Health, Sports and Climate Change

In 2015, the World Health Organization deemed climate change “the greatest threat to global health in the 21st century.” Unchecked global warming will lead to extreme heat, increased flooding, food and water scarcity and more prevalent disease. It will also impact countless other aspects of our daily lives, including sports (which can themselves affect climate change) and personal health. Here are several recent articles that highlight the intersections between health, sports and climate change.

Time Out: To Save Itself, Sport Must Join the Fight Against Climate Change

From shorter ski seasons and fake snow to summer heatwaves and droughts, climate change will affect sports as much as any other aspect of our lives. And sports, like most large industries, have played a role in the current climate crisis. But here are five ways the sports industry can help us achieve a greener future.

Environmental Toxins Are Worsening the Obesity Pandemic

Pollutants found in plastics, pesticides, flame retardants and more may contribute to obesity, according to a recent scientific review. These obesogens disrupt the body’s metabolism and make it easier to gain weight and harder to lose it. Researchers estimate that such environmental toxins may account for 15-20% of increases in obesity rates.

Health, Sports and Climate Change

The Pandemic Blueprint for Sport to Cut Back On Carbon Emissions

Reducing cross-country air travel for sporting events would be good for the health of athletes and for the climate. And that, in my opinion, is how we’ll move the needle on many climate issues: by realizing that reducing emissions has other unrelated benefits.

Extreme Heat and Air Pollution Create an Uneven and Risky Playing Field

Global warming means fewer and costlier winter sports and hotter summer conditions. These changes will likely result in fewer opportunities for athletes at all of all ages. And we can expect the biggest impact on athletes from historically marginalized communities.

Rising Costs of Climate Change Threaten to Make Skiing a Less Diverse, Even More Exclusive Sport

Over 90% of the snow at the 2022 Winter Olympics in Beijing was fake. Thanks to increasing global temperatures, more competitions and winter sports venues will require fake snow. But snowmaking equipment costs millions of dollars and requires considerable energy, labor and water use. As a result, we should expect climate change to make winter sports more costly and exclusive and less green and diverse.
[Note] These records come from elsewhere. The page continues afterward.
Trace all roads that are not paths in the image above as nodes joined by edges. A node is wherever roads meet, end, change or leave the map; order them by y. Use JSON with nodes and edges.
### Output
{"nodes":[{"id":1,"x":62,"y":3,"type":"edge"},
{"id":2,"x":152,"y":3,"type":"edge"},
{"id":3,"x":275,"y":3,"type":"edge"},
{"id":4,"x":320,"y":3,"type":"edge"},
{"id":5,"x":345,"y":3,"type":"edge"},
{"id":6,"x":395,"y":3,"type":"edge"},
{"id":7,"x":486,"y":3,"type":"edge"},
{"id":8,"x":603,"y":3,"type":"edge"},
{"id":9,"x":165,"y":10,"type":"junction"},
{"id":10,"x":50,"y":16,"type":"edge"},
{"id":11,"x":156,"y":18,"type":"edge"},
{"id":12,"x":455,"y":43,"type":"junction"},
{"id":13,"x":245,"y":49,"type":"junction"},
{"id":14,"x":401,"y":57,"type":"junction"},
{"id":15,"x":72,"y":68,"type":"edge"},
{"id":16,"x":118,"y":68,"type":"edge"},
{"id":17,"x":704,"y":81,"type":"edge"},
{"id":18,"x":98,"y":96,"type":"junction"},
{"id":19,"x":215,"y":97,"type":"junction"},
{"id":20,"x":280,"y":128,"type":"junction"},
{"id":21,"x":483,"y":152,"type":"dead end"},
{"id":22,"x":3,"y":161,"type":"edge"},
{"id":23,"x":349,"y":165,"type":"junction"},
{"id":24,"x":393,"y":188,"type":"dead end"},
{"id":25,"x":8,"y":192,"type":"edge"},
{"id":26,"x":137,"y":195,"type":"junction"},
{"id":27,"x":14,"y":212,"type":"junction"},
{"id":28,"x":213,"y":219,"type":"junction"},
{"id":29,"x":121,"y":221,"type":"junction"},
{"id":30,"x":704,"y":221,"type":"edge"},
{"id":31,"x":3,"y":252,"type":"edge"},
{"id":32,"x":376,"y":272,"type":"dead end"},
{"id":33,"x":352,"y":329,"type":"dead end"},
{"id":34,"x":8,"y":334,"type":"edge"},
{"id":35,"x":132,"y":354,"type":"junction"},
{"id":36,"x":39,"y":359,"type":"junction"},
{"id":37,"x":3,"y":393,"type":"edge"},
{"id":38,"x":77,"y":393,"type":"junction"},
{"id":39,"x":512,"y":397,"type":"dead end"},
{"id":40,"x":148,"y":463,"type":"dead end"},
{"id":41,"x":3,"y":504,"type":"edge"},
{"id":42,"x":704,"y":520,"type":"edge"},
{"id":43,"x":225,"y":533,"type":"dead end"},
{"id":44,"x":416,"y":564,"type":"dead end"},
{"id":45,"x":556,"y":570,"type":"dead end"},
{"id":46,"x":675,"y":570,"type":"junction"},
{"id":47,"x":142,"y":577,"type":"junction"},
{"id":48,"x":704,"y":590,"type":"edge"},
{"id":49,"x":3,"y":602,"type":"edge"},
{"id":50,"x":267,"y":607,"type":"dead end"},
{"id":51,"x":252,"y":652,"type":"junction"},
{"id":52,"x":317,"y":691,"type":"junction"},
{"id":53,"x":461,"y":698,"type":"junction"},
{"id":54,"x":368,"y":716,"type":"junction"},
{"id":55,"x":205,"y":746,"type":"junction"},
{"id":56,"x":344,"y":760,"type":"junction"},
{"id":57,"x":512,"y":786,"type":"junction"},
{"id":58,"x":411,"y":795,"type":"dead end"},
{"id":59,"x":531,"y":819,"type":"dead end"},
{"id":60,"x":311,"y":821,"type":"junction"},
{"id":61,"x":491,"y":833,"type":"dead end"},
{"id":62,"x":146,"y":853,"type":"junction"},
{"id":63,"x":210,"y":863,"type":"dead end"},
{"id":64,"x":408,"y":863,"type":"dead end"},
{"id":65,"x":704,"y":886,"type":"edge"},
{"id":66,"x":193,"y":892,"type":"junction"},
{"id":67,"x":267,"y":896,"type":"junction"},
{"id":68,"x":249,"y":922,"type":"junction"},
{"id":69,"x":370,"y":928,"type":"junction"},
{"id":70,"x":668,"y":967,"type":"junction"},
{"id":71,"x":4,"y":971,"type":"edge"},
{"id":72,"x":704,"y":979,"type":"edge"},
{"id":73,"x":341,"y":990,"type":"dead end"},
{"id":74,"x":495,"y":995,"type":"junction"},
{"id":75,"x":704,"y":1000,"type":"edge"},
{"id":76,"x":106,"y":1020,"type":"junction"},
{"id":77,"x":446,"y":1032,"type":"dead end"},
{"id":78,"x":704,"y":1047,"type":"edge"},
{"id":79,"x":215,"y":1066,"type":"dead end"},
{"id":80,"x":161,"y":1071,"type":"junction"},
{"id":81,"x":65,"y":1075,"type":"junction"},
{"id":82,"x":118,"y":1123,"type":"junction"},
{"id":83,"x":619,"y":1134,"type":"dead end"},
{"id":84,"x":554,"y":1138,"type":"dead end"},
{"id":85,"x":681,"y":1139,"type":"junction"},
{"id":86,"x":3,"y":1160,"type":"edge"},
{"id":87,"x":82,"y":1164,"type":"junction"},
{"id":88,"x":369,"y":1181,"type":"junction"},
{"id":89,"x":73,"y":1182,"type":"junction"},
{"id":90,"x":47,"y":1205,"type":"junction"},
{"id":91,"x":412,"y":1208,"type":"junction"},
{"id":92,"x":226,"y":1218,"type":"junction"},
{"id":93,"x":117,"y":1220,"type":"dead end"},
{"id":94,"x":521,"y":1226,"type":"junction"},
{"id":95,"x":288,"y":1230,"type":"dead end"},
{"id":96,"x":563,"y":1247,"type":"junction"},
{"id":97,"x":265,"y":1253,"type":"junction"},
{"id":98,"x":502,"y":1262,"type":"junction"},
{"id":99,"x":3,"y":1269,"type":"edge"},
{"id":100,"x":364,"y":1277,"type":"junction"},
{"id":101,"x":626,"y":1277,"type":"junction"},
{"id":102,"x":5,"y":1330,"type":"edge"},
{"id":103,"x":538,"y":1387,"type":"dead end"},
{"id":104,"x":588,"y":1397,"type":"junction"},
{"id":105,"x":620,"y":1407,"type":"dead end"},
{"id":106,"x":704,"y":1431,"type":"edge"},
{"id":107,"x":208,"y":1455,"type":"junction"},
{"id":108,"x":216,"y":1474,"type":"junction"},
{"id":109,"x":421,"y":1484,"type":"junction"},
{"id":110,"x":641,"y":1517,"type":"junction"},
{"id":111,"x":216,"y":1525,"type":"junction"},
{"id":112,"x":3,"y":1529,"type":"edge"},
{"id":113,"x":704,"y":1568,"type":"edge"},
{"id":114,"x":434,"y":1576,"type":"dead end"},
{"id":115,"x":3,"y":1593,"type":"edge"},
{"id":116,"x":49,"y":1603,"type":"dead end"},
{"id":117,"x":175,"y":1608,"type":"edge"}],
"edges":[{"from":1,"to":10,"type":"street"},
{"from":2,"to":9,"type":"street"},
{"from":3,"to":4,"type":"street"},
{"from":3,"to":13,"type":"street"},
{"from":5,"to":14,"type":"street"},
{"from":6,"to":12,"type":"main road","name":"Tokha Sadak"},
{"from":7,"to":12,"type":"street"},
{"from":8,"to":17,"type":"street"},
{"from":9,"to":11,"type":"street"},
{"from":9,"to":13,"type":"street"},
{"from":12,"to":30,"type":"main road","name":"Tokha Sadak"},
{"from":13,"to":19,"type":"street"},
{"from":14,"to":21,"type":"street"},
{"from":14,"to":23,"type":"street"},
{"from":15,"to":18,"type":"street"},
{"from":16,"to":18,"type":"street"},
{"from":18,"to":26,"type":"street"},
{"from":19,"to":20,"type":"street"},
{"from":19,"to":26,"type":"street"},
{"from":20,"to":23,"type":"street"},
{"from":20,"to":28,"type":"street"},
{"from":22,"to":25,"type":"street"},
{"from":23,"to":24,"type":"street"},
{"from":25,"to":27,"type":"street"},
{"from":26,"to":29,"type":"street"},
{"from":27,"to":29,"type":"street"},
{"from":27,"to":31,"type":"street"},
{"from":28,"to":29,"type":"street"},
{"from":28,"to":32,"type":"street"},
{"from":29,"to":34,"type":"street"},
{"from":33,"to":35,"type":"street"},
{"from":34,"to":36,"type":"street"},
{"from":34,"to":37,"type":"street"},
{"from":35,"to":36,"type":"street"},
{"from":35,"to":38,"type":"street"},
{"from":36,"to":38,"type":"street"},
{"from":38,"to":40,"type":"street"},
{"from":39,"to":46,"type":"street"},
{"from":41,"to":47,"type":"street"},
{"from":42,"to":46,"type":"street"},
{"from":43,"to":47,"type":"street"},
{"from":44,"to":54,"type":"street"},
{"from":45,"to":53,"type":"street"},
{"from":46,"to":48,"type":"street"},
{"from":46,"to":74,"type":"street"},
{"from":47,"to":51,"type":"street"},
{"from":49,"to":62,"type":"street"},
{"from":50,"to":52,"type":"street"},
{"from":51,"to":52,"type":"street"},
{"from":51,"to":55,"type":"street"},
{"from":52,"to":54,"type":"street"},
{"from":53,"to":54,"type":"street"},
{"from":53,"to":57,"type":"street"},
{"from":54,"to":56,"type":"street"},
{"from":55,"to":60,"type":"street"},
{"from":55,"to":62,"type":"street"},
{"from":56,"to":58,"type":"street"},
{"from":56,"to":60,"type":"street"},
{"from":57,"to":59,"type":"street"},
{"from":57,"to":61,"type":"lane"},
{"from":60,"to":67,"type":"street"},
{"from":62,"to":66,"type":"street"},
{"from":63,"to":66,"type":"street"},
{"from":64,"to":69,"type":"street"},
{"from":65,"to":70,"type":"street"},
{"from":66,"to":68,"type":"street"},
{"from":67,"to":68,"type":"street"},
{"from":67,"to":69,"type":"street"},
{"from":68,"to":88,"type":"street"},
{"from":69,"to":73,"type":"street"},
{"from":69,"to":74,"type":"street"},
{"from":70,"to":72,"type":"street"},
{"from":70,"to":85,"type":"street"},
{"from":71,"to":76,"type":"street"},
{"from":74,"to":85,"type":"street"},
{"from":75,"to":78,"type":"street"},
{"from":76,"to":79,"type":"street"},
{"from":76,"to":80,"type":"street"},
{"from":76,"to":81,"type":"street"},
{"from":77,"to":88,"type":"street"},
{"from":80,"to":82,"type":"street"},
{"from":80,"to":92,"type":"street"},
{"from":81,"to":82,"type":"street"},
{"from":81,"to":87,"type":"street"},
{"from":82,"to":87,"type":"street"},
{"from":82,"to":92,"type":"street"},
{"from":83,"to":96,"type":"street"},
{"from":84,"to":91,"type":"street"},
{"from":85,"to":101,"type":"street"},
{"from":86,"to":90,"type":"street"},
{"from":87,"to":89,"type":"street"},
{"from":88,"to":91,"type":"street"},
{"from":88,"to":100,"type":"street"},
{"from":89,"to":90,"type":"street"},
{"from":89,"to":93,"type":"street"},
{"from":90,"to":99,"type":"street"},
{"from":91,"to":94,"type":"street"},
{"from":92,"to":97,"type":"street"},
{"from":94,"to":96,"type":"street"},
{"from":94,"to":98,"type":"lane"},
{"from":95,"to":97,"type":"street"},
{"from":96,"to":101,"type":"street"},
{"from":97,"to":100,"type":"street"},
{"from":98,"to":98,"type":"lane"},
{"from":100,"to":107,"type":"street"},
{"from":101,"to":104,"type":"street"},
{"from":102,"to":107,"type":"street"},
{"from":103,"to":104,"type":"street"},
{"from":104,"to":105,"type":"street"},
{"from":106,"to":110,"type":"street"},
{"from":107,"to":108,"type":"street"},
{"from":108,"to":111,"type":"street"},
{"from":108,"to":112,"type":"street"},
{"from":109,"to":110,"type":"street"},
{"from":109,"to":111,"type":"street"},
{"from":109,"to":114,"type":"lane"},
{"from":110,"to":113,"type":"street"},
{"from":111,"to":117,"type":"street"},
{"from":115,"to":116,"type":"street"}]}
Hot, Costly, and Dangerous: Climate Change and Sports Mega-Events

Excess water use to make the snow for the Beijing Olympics could have lasting environmental impacts. Rio de Janeiro’s Olympic golf course could end up underwater if sea levels continue to rise. Examples like these show how climate change presents another reason for creating permanent host sites for the Olympics and other sports mega-events.

Why Climate Change and Sports Is an Environmental Justice Problem

Environmental injustice—the unequal access to green spaces, proximity to traffic and hazardous waste sites, and exposure to air and water pollution driven by historical discrimination—has become a major side effect of climate change. Limited access to sports is yet another consequence of how increasing global temperatures disproportionately affect minority and disenfranchised communities.